**THE RECORDS:**
* * * *

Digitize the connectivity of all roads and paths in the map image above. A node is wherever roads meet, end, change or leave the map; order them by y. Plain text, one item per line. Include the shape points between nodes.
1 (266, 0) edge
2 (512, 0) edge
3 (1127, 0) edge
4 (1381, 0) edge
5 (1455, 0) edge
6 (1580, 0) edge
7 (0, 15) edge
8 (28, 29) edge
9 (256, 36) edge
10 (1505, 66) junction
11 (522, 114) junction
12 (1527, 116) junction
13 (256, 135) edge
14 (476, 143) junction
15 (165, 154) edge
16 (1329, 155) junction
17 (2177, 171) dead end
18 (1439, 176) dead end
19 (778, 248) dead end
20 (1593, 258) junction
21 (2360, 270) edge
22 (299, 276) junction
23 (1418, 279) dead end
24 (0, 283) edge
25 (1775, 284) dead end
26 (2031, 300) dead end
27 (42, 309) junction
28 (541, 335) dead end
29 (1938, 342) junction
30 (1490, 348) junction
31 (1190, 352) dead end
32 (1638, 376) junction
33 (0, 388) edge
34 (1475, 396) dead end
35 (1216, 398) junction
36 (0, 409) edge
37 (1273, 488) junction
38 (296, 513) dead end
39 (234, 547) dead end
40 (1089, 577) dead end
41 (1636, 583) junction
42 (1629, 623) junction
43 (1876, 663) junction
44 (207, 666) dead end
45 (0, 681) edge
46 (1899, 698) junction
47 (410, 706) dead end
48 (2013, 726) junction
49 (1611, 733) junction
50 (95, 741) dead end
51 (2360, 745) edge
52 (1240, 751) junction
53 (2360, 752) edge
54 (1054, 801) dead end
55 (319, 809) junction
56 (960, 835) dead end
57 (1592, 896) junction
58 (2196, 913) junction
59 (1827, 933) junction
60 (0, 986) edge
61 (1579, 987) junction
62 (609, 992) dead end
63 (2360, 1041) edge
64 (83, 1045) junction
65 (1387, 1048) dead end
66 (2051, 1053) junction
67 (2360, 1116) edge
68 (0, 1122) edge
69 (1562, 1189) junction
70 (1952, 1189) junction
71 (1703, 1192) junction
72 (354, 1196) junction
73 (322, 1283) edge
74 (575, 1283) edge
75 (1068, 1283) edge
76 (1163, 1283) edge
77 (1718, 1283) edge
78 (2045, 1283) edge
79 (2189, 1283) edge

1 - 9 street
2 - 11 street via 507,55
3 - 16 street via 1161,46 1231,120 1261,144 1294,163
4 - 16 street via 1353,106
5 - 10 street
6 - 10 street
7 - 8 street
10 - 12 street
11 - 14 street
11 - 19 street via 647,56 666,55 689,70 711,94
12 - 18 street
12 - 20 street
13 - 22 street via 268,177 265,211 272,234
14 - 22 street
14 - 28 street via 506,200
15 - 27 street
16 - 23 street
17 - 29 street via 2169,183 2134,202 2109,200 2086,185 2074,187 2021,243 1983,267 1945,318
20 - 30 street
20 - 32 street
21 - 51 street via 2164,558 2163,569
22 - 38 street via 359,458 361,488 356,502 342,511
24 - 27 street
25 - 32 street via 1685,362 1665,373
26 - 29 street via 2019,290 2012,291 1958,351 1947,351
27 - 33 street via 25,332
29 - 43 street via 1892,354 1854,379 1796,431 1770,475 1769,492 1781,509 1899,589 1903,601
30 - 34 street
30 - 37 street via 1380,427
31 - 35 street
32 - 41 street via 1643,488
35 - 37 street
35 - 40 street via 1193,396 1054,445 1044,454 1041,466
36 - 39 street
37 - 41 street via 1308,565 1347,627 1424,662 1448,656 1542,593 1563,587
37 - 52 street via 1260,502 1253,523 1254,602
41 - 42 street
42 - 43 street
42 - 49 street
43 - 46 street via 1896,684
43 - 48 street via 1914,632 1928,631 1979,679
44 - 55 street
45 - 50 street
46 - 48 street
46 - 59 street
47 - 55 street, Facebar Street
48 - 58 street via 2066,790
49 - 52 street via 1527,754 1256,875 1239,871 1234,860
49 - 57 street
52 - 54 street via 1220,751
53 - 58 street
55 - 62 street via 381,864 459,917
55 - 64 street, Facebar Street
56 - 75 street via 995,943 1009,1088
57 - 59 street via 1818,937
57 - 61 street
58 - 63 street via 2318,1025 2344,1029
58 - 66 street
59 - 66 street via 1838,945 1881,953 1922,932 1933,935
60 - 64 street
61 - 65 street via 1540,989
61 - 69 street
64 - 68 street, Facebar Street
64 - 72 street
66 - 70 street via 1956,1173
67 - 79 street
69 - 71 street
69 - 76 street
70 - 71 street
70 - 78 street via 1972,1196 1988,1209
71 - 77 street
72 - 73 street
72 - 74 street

* * * *

**WHAT NEEDS TO BE DONE:** Across the whole listing, how many lines contain the string "Facebar"? Give the number and no more.

**RESULT OF THIS EXERCISE:** 3